Though there are some plantings of Gros Verdot in France, since its 1946 banning its numbers have dwindled to the point where the variety is nearly extinct in its homeland. Outside France there are limited plantings in California where it is often confused with Cabernet Pfeffer (actually Mourtaou, according to the University of California at Davis Foundation Plant Services). In 2007, a vineyard first planted in 1895 and now growing grapes for Kenneth Volk Vineyards in the Lime Kiln Valley sub region of the San Benito AVA was discovered to be planted with Gros Verdot instead of Cabernet Pfeffer as originally thought. Similar DNA testing revealed other California plantings of vines labelled as Trousseau/Bastardo to also be Gros Verdot.

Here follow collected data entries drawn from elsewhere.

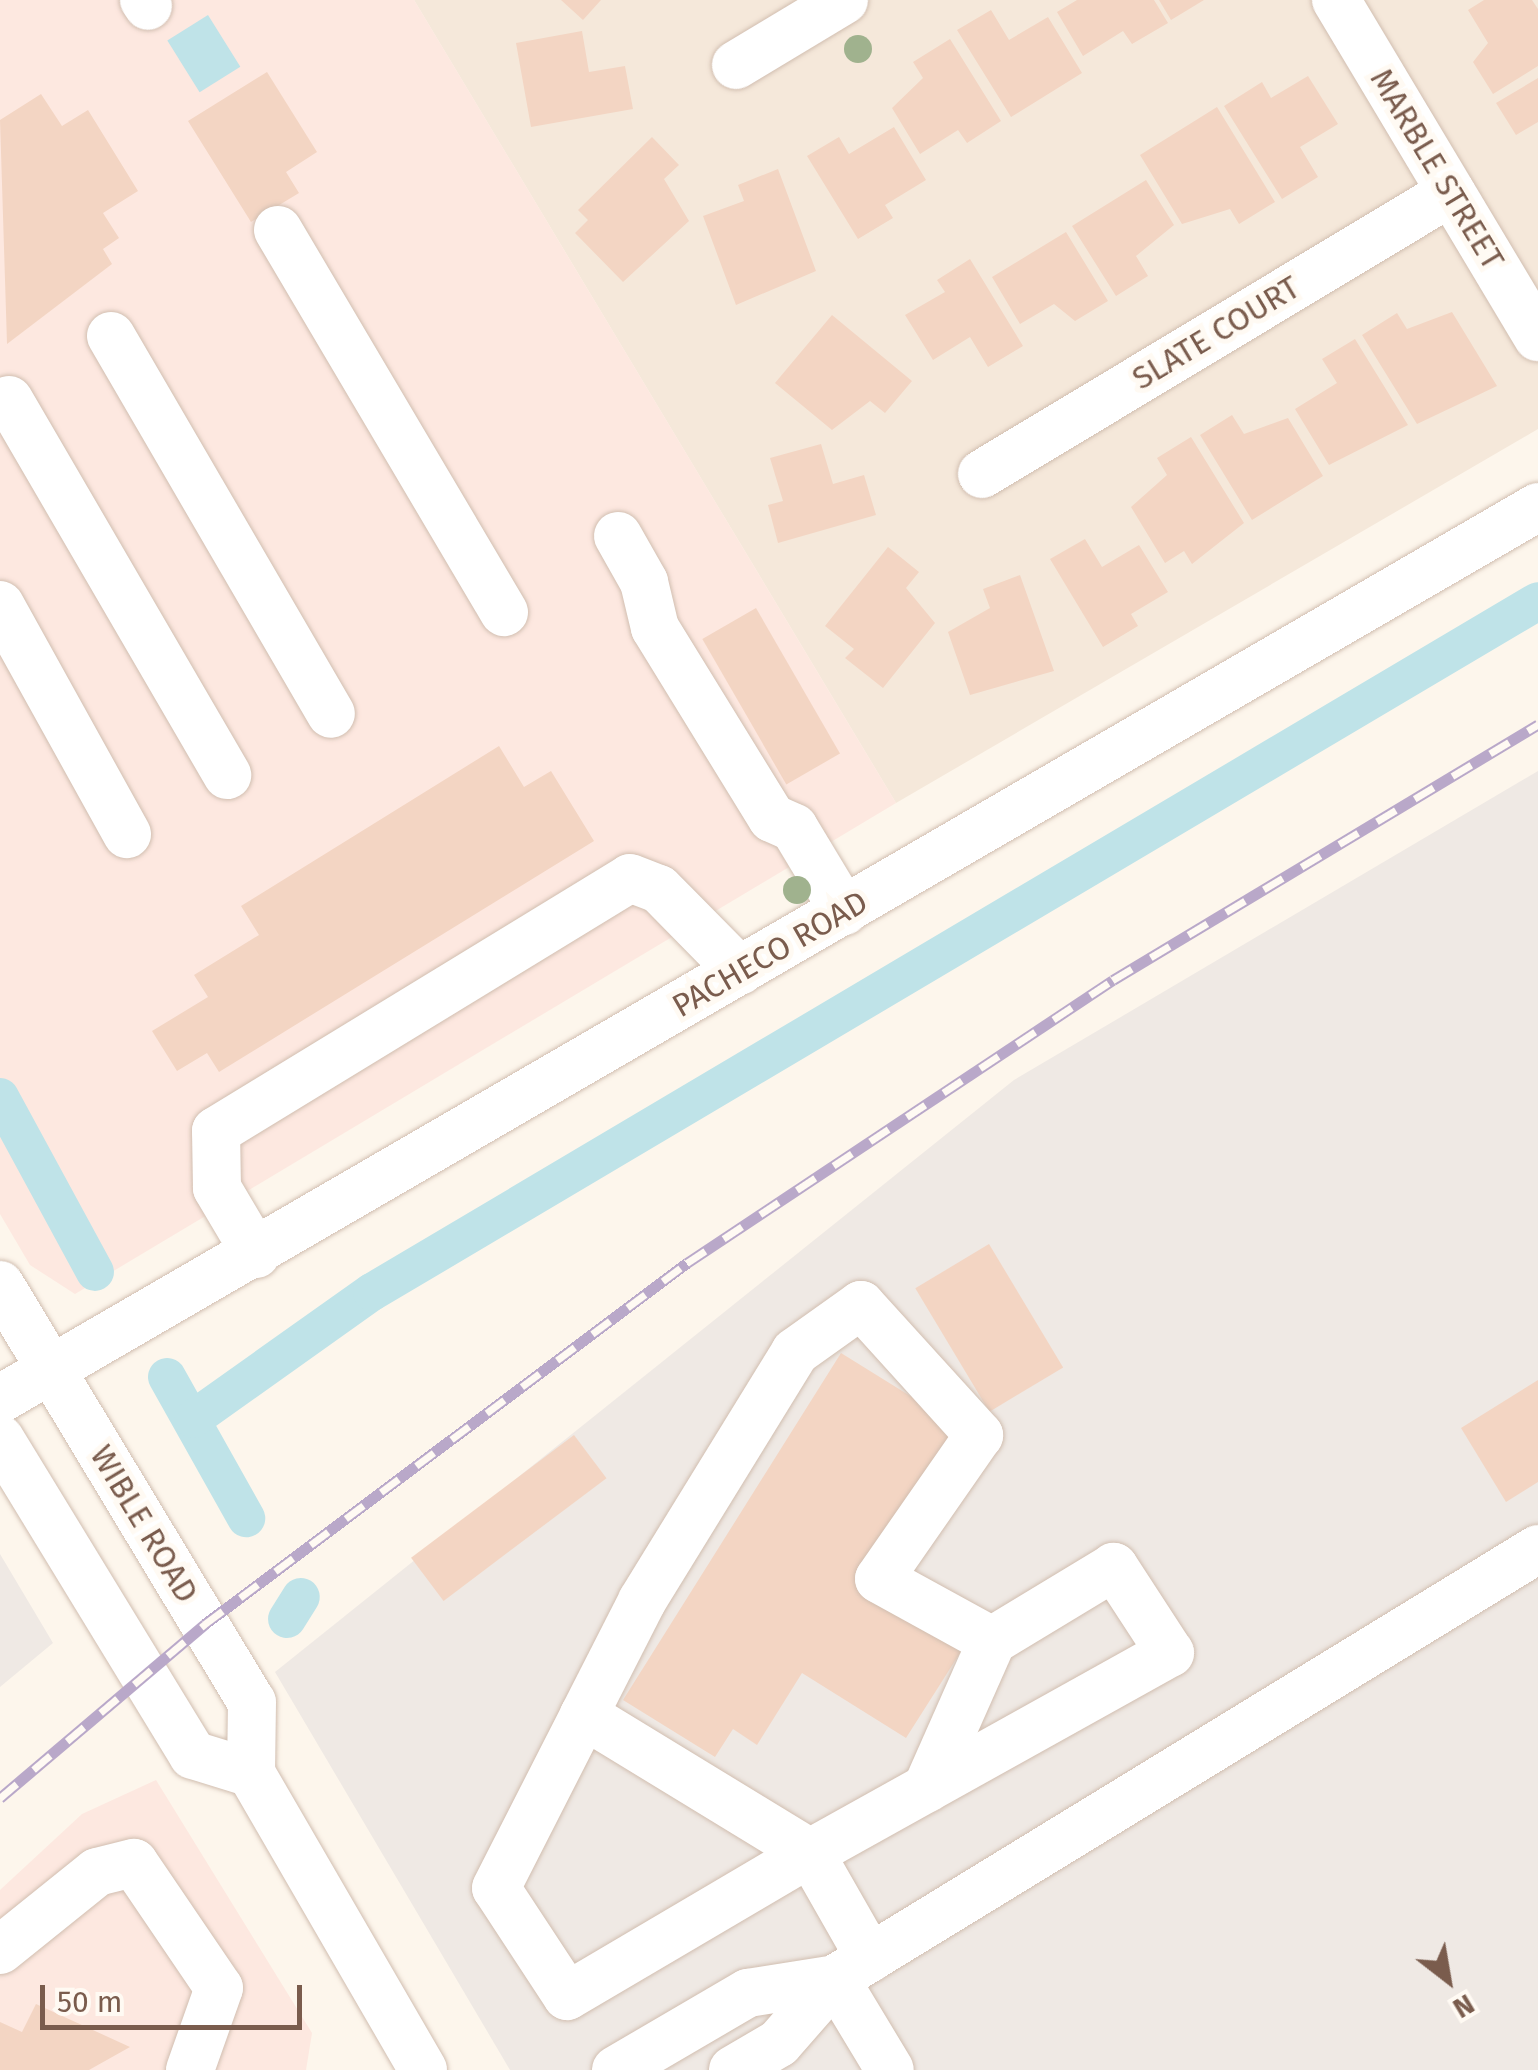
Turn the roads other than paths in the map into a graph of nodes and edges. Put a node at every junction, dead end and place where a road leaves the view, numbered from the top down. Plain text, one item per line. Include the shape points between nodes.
1 (844, 0) edge
2 (1336, 0) edge
3 (736, 65) dead end
4 (1451, 192) junction
5 (278, 230) dead end
6 (110, 336) dead end
7 (1538, 337) edge
8 (9, 400) dead end
9 (982, 474) dead end
10 (1538, 507) edge
11 (618, 536) dead end
12 (0, 605) edge
13 (504, 612) dead end
14 (331, 714) dead end
15 (227, 775) dead end
16 (127, 834) dead end
17 (844, 911) junction
18 (740, 972) junction
19 (256, 1254) junction
20 (0, 1285) edge
21 (50, 1371) junction
22 (0, 1399) edge
23 (0, 1439) edge
24 (1538, 1549) edge
25 (992, 1640) junction
26 (584, 1715) junction
27 (251, 1773) junction
28 (928, 1788) junction
29 (810, 1853) junction
30 (0, 1950) edge
31 (852, 1969) junction
32 (190, 2070) edge
33 (422, 2070) edge
34 (616, 2070) edge
35 (734, 2070) edge
36 (890, 2070) edge

1 - 3 street
2 - 4 street, MARBLE STREET
4 - 7 street, MARBLE STREET
4 - 9 street, SLATE COURT
5 - 13 street
6 - 14 street
8 - 15 street
10 - 17 street, PACHECO ROAD
11 - 17 street via 644,582 655,628 772,818 794,828
12 - 16 street
17 - 18 street, PACHECO ROAD
18 - 19 street, PACHECO ROAD
18 - 19 street via 660,889 630,878 216,1132 218,1188
19 - 21 street, PACHECO ROAD
20 - 21 street, WIBLE ROAD
21 - 22 street, PACHECO ROAD
21 - 27 street, WIBLE ROAD via 252,1702
23 - 27 street via 193,1755
24 - 31 street
25 - 26 street via 878,1578 978,1434 861,1305 796,1352 642,1601
25 - 28 street
25 - 28 street via 1114,1566 1170,1653
26 - 29 street
26 - 29 street via 496,1888 567,1996
27 - 33 street
28 - 29 street
29 - 31 street
30 - 32 street via 97,1872 134,1863 219,1988
31 - 34 street via 748,1993
31 - 35 street via 778,2043
31 - 36 street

In 2012, Chile reported having 17 acre of "Verdot" plantings which were distinct from the 635 acre of Petit Verdot. Argentina has documented 1,124 acre of just "Verdot" but Master of Wine Jancis Robinson notes that these are likely all plantings of Petit Verdot.

===Meritage===
Gros Verdot is a permitted variety in the red Meritage "Bordeaux style" wine produced in California, Washington, Michigan, Virginia and other wine regions with wineries that are members of the Meritage Alliance. In these wines, the grape is usually blended with Cabernet Sauvignon, Merlot, Cabernet Franc, Carmenère, Malbec, St-Macaire and Petit Verdot.

==Styles==
According to Master of Wine Jancis Robinson Gros Verdot tends to produce a less concentrated wine than Petit Verdot but one with cherry and pepper notes.

==Synonyms==
Over the years Gros Verdot has been known under a variety synonyms including: Colon, Fer, Fer Servadon, Fer Servadou, Gros Verdot Colon, Gros Verdot Crni, Gros Verdot noir, Here, Hère (in the Dordogne), Herranet, Herre, Hert, Mancin Colon, Plant de Palus (in the Gironde), Pruera, Verdau Colon, Verdot Colon (in the Gironde) and Verdot Gros.